Over the weekend as I prepped for Christmas, we went on the hunt for a tree at our local Lowe’s Improvement store. As soon as we walked up, a young lady asked us if we wanted her tree. She had an issue with bringing the tree home on that particular night and charged us $5. Five dollars for a full, 8′ tree.
it made me a little nostalgic and I thought back to that year we had gotten our first live Christmas tree.
It was about 18-20 years ago. It was a rough time for my family. I can’t remember specifically what had occurred with my dad’s job, but we had taken a financial hit. If I could assume, it was probably a lack of hours or work slowing down. Whatever the case was, it had put is in a financial hardship right before the holidays.
I could remember it was getting closer and closer to Christmas, and I noticed that we hadn’t put up our tree.
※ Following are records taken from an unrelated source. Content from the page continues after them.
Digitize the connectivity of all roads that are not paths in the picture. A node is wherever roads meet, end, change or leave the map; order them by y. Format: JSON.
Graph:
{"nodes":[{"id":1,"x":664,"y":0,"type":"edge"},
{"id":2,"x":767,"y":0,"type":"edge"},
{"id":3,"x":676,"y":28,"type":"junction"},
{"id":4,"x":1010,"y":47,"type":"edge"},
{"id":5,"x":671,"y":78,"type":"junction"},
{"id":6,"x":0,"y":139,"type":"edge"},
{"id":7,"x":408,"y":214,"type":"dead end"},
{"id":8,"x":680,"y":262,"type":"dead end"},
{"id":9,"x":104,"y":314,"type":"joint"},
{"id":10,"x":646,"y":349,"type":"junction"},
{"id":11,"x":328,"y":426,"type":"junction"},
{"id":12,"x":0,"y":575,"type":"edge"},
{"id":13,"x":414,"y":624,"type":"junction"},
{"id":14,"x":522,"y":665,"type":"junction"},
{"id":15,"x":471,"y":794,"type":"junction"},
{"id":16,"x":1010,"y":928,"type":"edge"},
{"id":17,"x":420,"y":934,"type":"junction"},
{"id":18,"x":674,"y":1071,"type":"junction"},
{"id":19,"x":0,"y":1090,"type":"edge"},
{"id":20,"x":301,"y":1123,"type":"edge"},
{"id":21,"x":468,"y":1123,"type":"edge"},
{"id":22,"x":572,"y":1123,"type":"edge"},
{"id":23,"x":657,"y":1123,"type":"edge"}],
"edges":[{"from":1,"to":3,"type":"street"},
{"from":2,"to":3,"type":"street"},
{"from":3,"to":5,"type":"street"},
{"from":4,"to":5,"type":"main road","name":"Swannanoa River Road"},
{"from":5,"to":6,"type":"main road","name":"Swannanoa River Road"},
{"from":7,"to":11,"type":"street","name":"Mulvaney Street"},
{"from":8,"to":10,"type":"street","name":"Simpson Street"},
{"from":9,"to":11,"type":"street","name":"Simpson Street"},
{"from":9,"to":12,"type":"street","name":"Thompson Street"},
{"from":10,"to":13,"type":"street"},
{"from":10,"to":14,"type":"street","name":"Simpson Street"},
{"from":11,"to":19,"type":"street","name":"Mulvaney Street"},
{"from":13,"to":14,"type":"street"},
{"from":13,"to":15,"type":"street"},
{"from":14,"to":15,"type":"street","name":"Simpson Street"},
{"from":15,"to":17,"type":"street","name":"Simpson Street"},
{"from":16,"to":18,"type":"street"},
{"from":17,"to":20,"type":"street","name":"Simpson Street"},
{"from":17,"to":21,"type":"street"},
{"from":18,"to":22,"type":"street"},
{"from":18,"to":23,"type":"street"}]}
Usually we’d have a tree up by now — decorated and even hovering over our presents. I could also remembering asking my mom when we were going to put up the tree, but she never answered. I could only imagine how she felt trying to figure out how to explain the situation to an 8-9 year old. How we couldn’t afford to purchase an artificial tree nor a live one without having to sacrifice a few gifts perhaps. Even at a young age I could understand how loud silence could be. So I left it alone.
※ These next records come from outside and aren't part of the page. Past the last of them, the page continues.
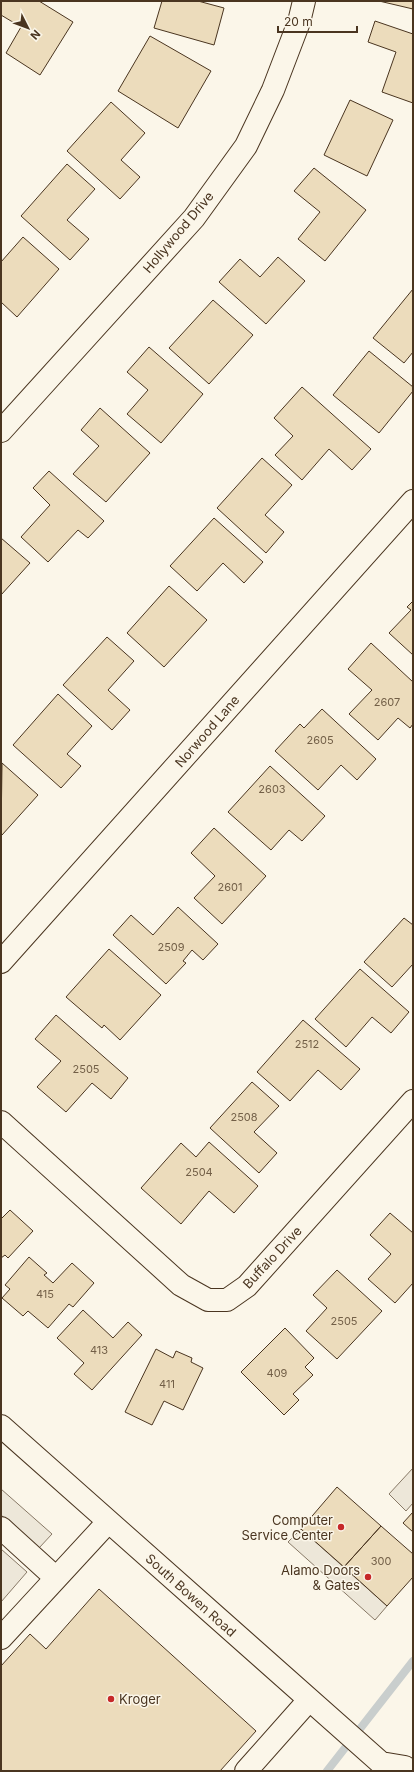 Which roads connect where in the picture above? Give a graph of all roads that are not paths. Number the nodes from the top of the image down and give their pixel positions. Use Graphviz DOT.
graph roads {
  1 [pos="304,1"];
  2 [pos="1,431"];
  3 [pos="413,501"];
  4 [pos="1,962"];
  5 [pos="413,1101"];
  6 [pos="1,1122"];
  7 [pos="1,1426"];
  8 [pos="108,1522"];
  9 [pos="1,1528"];
  10 [pos="56,1578"];
  11 [pos="2,1636"];
  12 [pos="309,1700"];
  13 [pos="381,1767"];
  14 [pos="246,1771"];
  15 [pos="410,1771"];
  1 -- 2 [label="street, Hollywood Drive"];
  3 -- 4 [label="street, Norwood Lane"];
  5 -- 6 [label="street, Buffalo Drive"];
  7 -- 8 [label="street, South Bowen Road"];
  8 -- 10 [label="street"];
  8 -- 12 [label="street, South Bowen Road"];
  9 -- 10 [label="street"];
  10 -- 11 [label="street"];
  12 -- 13 [label="street, South Bowen Road"];
  12 -- 14 [label="street"];
  13 -- 15 [label="street, South Bowen Road"];
}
We were driving home one day and I saw a tree on the side of the road that looked like a Christmas tree. I remember saying how we could bring that tree home and decorate it. But mom remained silent and daddy kept driving until we made it home. A few days passed and my family and I were on our way home and again, I see the same tree. I remember mom signaling for dad to pull over. And I saw him get out, send a few good hits to the trunk of the tree, drag it then tie it to the roof of our ’88 flat blue Dodge Diplomat and drive home.
We had a make-shift stand for the tree, but it stood tall. It was quite full and it made our home smell so fresh. But as an 8-9 year old. I associated Christmas with lights and ours had been lost, misplaced, and/or broken. The disappointment faded when mom made me realize that a tree can be just as beautiful without lighting. And ours was.
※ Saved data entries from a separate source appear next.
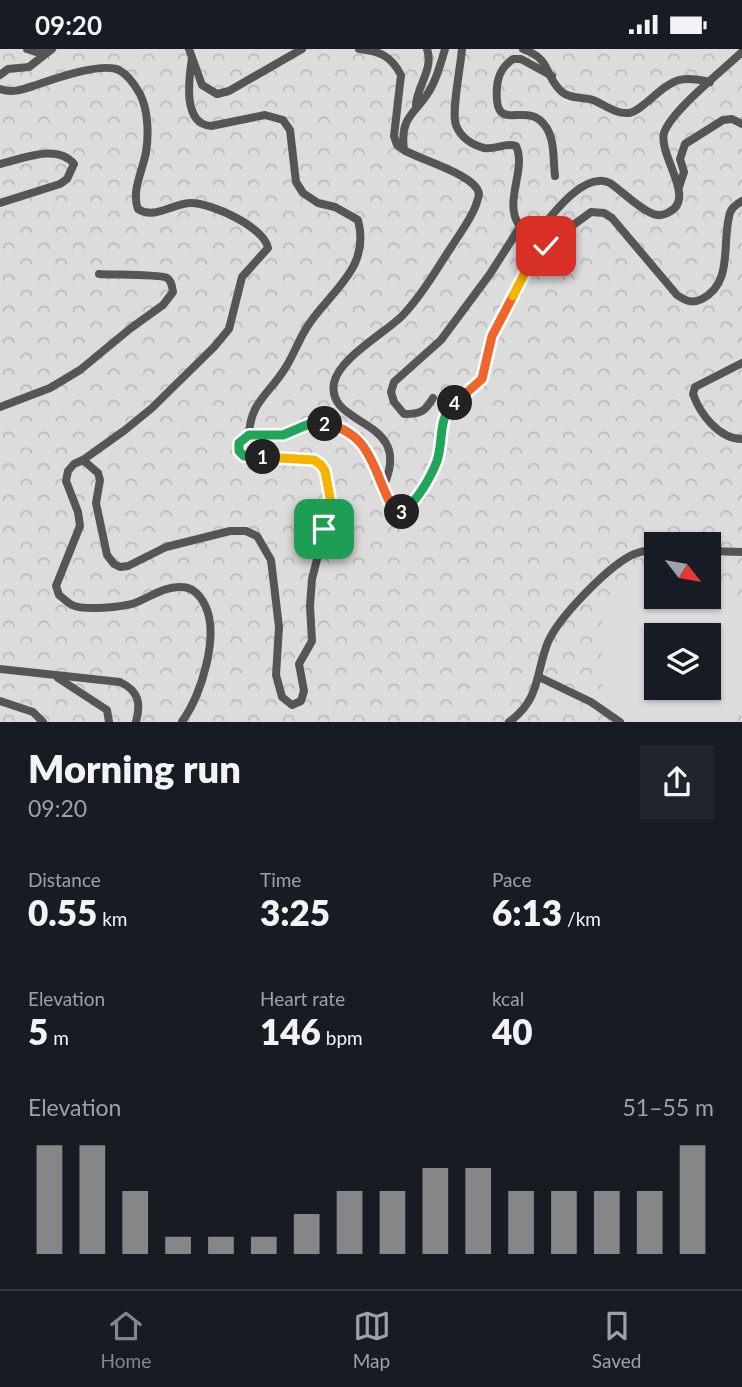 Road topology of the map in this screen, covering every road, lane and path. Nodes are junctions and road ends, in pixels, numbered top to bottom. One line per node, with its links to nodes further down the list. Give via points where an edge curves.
1 (27, 49): 2 (street)
2 (44, 49)
3 (52, 49): 12 (street, via 29,67 8,69)
4 (302, 49): 11 (street, via 216,94 202,85)
5 (359, 49): 18 (street, via 380,52 401,75 394,136)
6 (427, 49): 16 (street, via 429,65)
7 (445, 49): 16 (street, via 432,88)
8 (462, 49): 24 (street, via 456,125 477,146 516,146 515,210)
9 (523, 49): 13 (street, via 543,60)
10 (742, 52): 14 (street)
11 (190, 53): 31 (street, via 192,110 199,122 211,126 265,115 284,120 290,129 296,182 311,200 358,220 361,230 358,259 305,330 284,372 256,405)
12 (0, 75)
13 (552, 76): 14 (street, via 568,96 628,113 673,82 690,77); 20 (street, via 513,59 500,72 496,102 504,115 529,115 547,128)
14 (710, 82): 21 (street, via 670,120 665,131 666,151)
15 (0, 89): 33 (street, via 9,92 108,67 119,70 144,102 148,132 136,196 138,209 149,213 191,203 210,207 267,239 268,248 242,277 229,329 152,408)
16 (416, 105): 18 (street, via 405,123)
17 (742, 124): 21 (street, via 723,120 685,144)
18 (404, 150): 34 (street, via 450,169 475,185 479,194 474,211 421,295 397,321 352,356 334,383 335,398 343,410 370,425 388,446 390,462)
19 (0, 164): 23 (street, via 56,153 74,164 60,184)
20 (555, 176)
21 (679, 187): 25 (street, via 675,209 661,215 650,213 604,180 593,182 568,198)
22 (742, 201): 26 (street, via 729,216 720,283 696,302 677,295 604,213 591,212)
23 (0, 203)
24 (520, 227): 25 (street); 29 (street, via 441,340 394,382 391,392 404,414 419,414)
25 (534, 237): 26 (street)
26 (535, 253): 34 (street, via 496,325 482,379 445,415 437,461 422,488 400,513 395,512)
27 (99, 274): 30 (street, via 155,275 167,278 173,292 163,305 80,370 50,388)
28 (742, 363): 32 (street, via 695,387 692,394 713,427)
29 (433, 398)
30 (0, 407)
31 (249, 435): 33 (street, via 239,443 244,456 314,460 321,465 331,503 312,579 312,641 299,664 304,691 296,704 282,697 276,675 279,627 271,560 257,536 230,531 166,547 120,567 107,555 96,503 98,473); 34 (street, via 283,435 317,423 343,429 367,450)
32 (742, 439)
33 (83, 460): 45 (street, via 68,471 66,481 80,526 56,586 59,595 74,606 99,607 133,604 171,587 191,589 200,596 212,635 192,707)
34 (384, 485)
35 (721, 551): 37 (street)
36 (644, 552): 40 (street, via 600,579 556,627)
37 (742, 552)
38 (0, 669): 39 (street)
39 (56, 677): 43 (street, via 107,710); 44 (street, via 131,688 138,699)
40 (539, 677): 46 (street, via 525,709); 47 (street)
41 (0, 701): 42 (street, via 33,712)
42 (43, 722)
43 (109, 722)
44 (136, 722)
45 (182, 722)
46 (509, 722)
47 (620, 722) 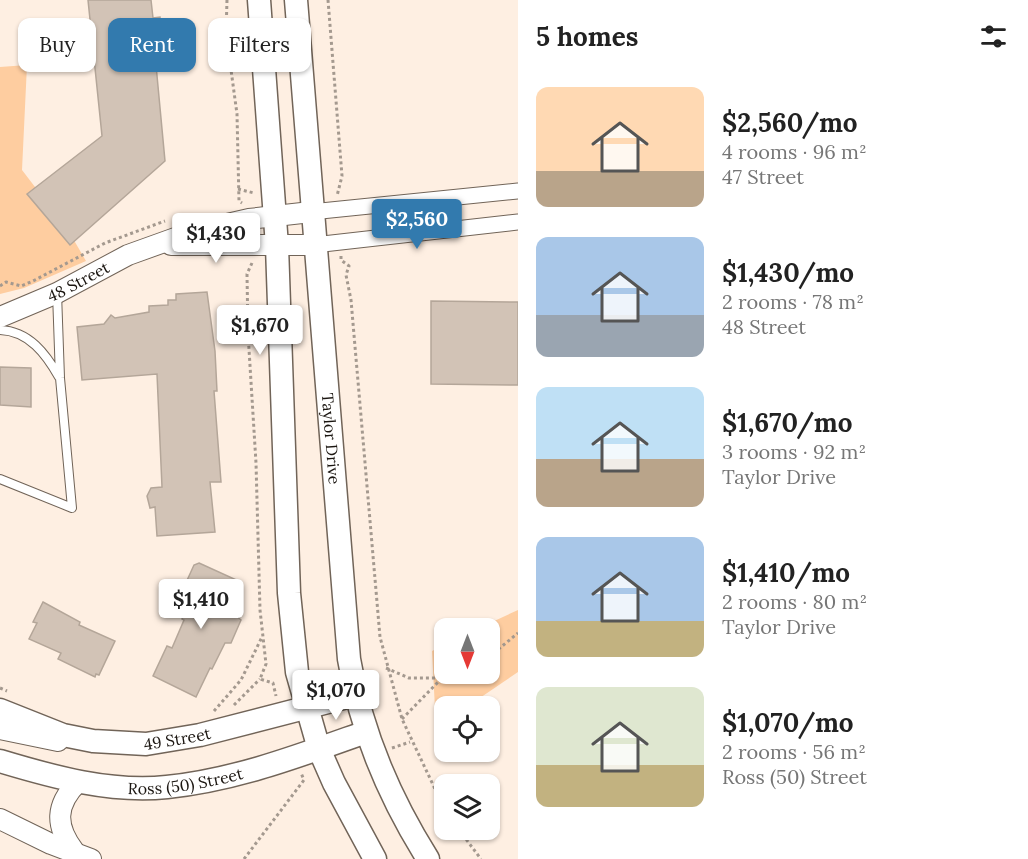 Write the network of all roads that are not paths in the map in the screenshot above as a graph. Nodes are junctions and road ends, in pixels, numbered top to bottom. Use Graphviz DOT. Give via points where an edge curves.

The next day, I remember leaving for school so excited to get through the day so that I could get home to water it. When I had made it home, our tree was different. My mother had managed to find all of the Christmas bows that had been accumulated over the years and strategically placed them on the tree. It was one of the most beautiful trees I’d ever seen in all of my Christmases. She had even saved a few for my siblings and I to add to it. We spent the evening finishing with the bows and even some tinsel that we were so blessed to discover at the bottom of the box of bows. We still didn’t have any lights, but on the nights that the moon shone just right into the living room window and onto the tinsel, the tree lit up perfectly.